Multigenerational travel doesn’t necessarily mean a large group—sometimes it’s just two. For example, Dutoit plans a one-on-one trip with each of her grandchildren for their thirteenth birthday, to their destination of choice. Her oldest granddaughter chose Hawaii, where she’d fallen in love with the ocean on a previous family trip; the next granddaughter has her eye on an Alaskan Disney cruise. “Just the two of us—it’s so much fun to do everything together. A little exhausting, I’ll admit! But really special,” said Dutoit.
Whether the group is small or large, multigenerational travel tightens family bonds. Some trips revolve around events like significant birthdays or anniversaries—with the double bonus of celebrating family while exploring a bucket-list destination. Other families focus on their heritage and genealogy; returning to their country of origin allows older generations to pass on stories, music, traditions and foods, connecting the younger generations to family roots.
MAKE PLANNING PART OF THE FUN
Blending abilities and interests is part of the challenge in planning a trip for several generations. Will the focus be golf or zip lines? Museums or fishing? How can families balance it all to craft an experience that the whole crew enjoys? Engaging everyone in the planning is the key, according to Loofburrow. “Each person can list their must-do activity, then those top priorities are sure to get scheduled in,” she said.
For kids, planning is not only part of the fun, it can be educational, too. Allison Villasenor, Managing Director at Club Adventures, a AAA preferred tour company, suggests ways to build anticipation. “Find movies filmed in the destination or try a few recipes for local dishes. On the logistics side, kids like to make packing lists, study maps and learn some phrases in the local language,” said Villasenor.
Creative travelers can gather their ideas on travel vision boards—collections
of photos, maps and recipes that capture a preview of the trip. Vision boards can be old-school, with images cut from magazines. Online virtual boards, created with apps such as Pinterest, can be a family project, with everyone contributing to the board. During and after the travels, that vision board style can continue through journals, sketchbooks and photo books (which also make fun post-travel gifts!)
EXPERT TIPS TO PLAN YOUR BEST TRIP
The most important strategy for a successful multigenerational travel getaway, according to both Loofburrow and Villasenor, is to leave plenty of unscheduled time. Save room for spontaneity, and for just relaxing together, they advise. “Some of the best memories come from unplanned moments. Maybe your family needs downtime or a new opportunity comes up.
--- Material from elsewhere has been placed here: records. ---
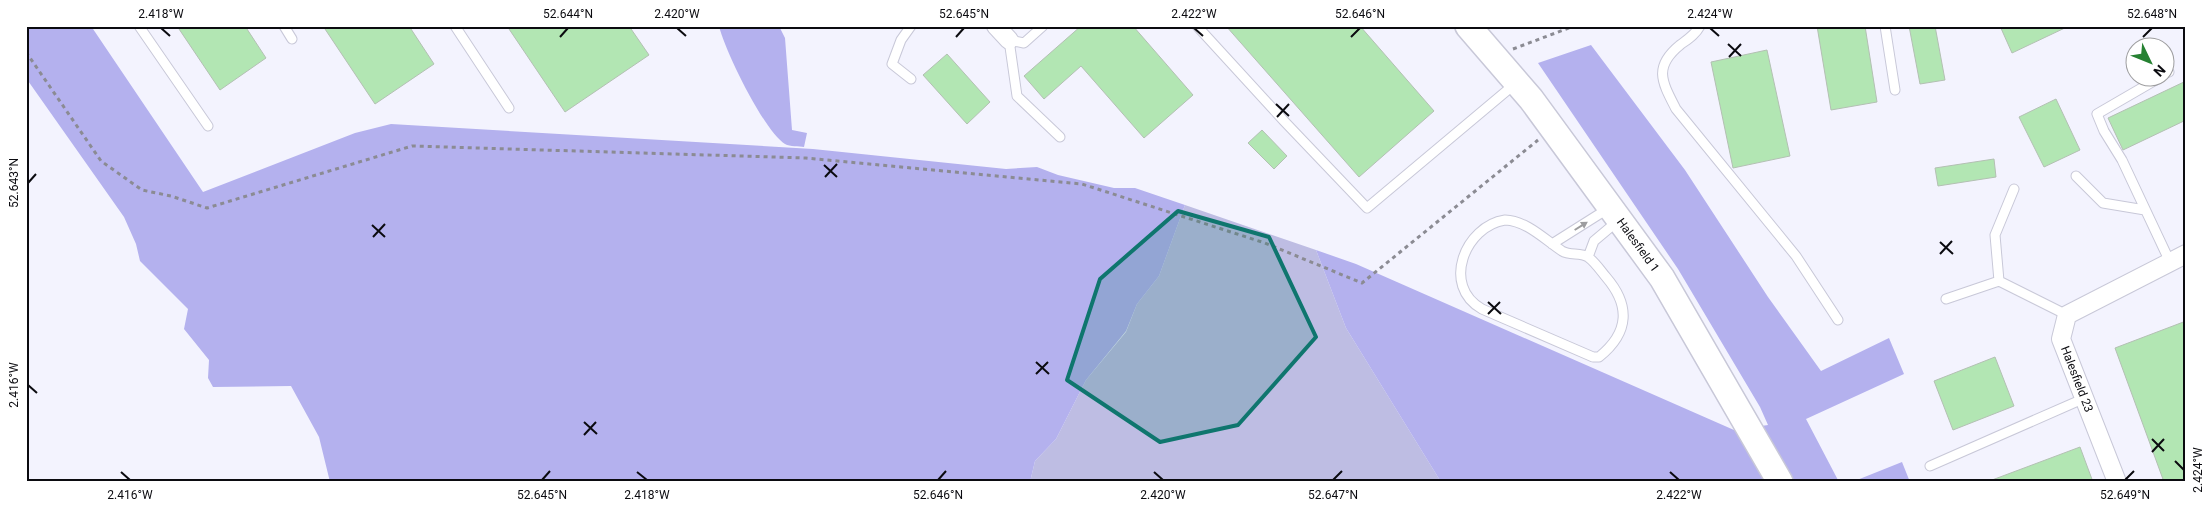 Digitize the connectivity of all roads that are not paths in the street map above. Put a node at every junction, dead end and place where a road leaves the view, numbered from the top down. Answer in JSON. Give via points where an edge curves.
{"nodes":[{"id":1,"x":139,"y":26,"type":"edge"},
{"id":2,"x":284,"y":26,"type":"edge"},
{"id":3,"x":454,"y":26,"type":"edge"},
{"id":4,"x":911,"y":26,"type":"edge"},
{"id":5,"x":996,"y":26,"type":"edge"},
{"id":6,"x":1043,"y":26,"type":"edge"},
{"id":7,"x":1197,"y":26,"type":"edge"},
{"id":8,"x":1468,"y":26,"type":"edge"},
{"id":9,"x":1700,"y":26,"type":"edge"},
{"id":10,"x":1885,"y":26,"type":"edge"},
{"id":11,"x":292,"y":39,"type":"dead end"},
{"id":12,"x":1009,"y":40,"type":"junction"},
{"id":13,"x":911,"y":79,"type":"dead end"},
{"id":14,"x":1516,"y":82,"type":"junction"},
{"id":15,"x":2142,"y":88,"type":"edge"},
{"id":16,"x":1895,"y":90,"type":"dead end"},
{"id":17,"x":509,"y":108,"type":"dead end"},
{"id":18,"x":208,"y":126,"type":"dead end"},
{"id":19,"x":1060,"y":138,"type":"dead end"},
{"id":20,"x":2076,"y":176,"type":"dead end"},
{"id":21,"x":2014,"y":189,"type":"dead end"},
{"id":22,"x":2145,"y":210,"type":"junction"},
{"id":23,"x":1615,"y":214,"type":"junction"},
{"id":24,"x":1552,"y":244,"type":"junction"},
{"id":25,"x":2186,"y":254,"type":"edge"},
{"id":26,"x":1588,"y":257,"type":"junction"},
{"id":27,"x":2170,"y":262,"type":"junction"},
{"id":28,"x":1999,"y":281,"type":"junction"},
{"id":29,"x":1946,"y":299,"type":"dead end"},
{"id":30,"x":2067,"y":315,"type":"junction"},
{"id":31,"x":1838,"y":320,"type":"dead end"},
{"id":32,"x":2085,"y":398,"type":"junction"},
{"id":33,"x":1930,"y":466,"type":"dead end"},
{"id":34,"x":1780,"y":482,"type":"edge"},
{"id":35,"x":2117,"y":482,"type":"edge"}],
"edges":[{"from":1,"to":18,"type":"lane"},
{"from":2,"to":11,"type":"lane"},
{"from":3,"to":17,"type":"lane"},
{"from":4,"to":13,"type":"lane","via":[[901,40],[892,64]]},
{"from":5,"to":12,"type":"street"},
{"from":6,"to":12,"type":"lane","via":[[1024,43]]},
{"from":7,"to":14,"type":"lane","via":[[1367,208]]},
{"from":8,"to":14,"type":"street","name":"Halesfield 1"},
{"from":9,"to":31,"type":"lane","via":[[1665,59],[1662,69],[1664,87],[1676,109],[1796,256]]},
{"from":10,"to":16,"type":"lane"},
{"from":12,"to":19,"type":"lane","via":[[1017,96]]},
{"from":14,"to":23,"type":"street","name":"Halesfield 1"},
{"from":15,"to":22,"type":"lane","via":[[2097,114]]},
{"from":20,"to":22,"type":"lane","via":[[2103,203]]},
{"from":21,"to":28,"type":"lane","via":[[1995,235]]},
{"from":22,"to":27,"type":"lane"},
{"from":24,"to":23,"type":"lane","one_way":true},
{"from":23,"to":26,"type":"lane","via":[[1594,241]]},
{"from":23,"to":34,"type":"street","name":"Halesfield 1","via":[[1662,278]]},
{"from":24,"to":26,"type":"lane","via":[[1565,252]]},
{"from":24,"to":26,"type":"lane","via":[[1516,221],[1505,220],[1488,225],[1466,252],[1461,268],[1462,287],[1467,298],[1482,309],[1597,357],[1619,334],[1624,320],[1623,305],[1618,291]]},
{"from":25,"to":27,"type":"street"},
{"from":27,"to":30,"type":"street"},
{"from":28,"to":29,"type":"lane"},
{"from":28,"to":30,"type":"lane"},
{"from":30,"to":32,"type":"street","name":"Halesfield 23","via":[[2061,339]]},
{"from":32,"to":33,"type":"lane"},
{"from":32,"to":35,"type":"street","name":"Halesfield 23"}]}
Flexibility lets the trip flow and unfold naturally,” advised Villasenor.
Scheduled activities can be flexible, but lodging reservations should be confirmed as early as possible. With a larger number of travelers, finding the right size rental or group of hotel rooms can be tricky. Purchase tickets ahead of time for high-priority activities, too. As Loofburrow explained, “If a grandparent’s dream is to stand atop the Eiffel Tower with all the grandkids, you don’t want to spend hours standing in line. Lock in important activities with reservations and advance tickets.”
And if making those reservations feels overwhelming, help is easy to find. Travel agents can assist with finding the right destination and lodging for your group. Or leave all the planning to the professionals and join a group tour. Travel companies often tailor tours for multigenerational families, with activities designed to keep all ages engaged. For example, Club Adventures offers a Costa Rica family tour that goes beyond the beaches into the jungle and local culture; or check out Trafalgar Tours where families can relive the history of Great Britain and Scotland in their Castles and Kilts tour.
Even with the best planning, the unexpected can happen. For that reason, travel insurance reduces worries about a family member falling ill or an emergency that might interrupt the vacation. Yet adapting to the unexpected is part of what makes travel an adventure, according to Villasenor. “One of the best lessons kids gain on multigenerational trips is learning to deal with new situations, and seeing how the parents and grandparents shift their perspectives to take change in stride. That’s a huge asset for life-long traveling and for everyday life, too,” she said.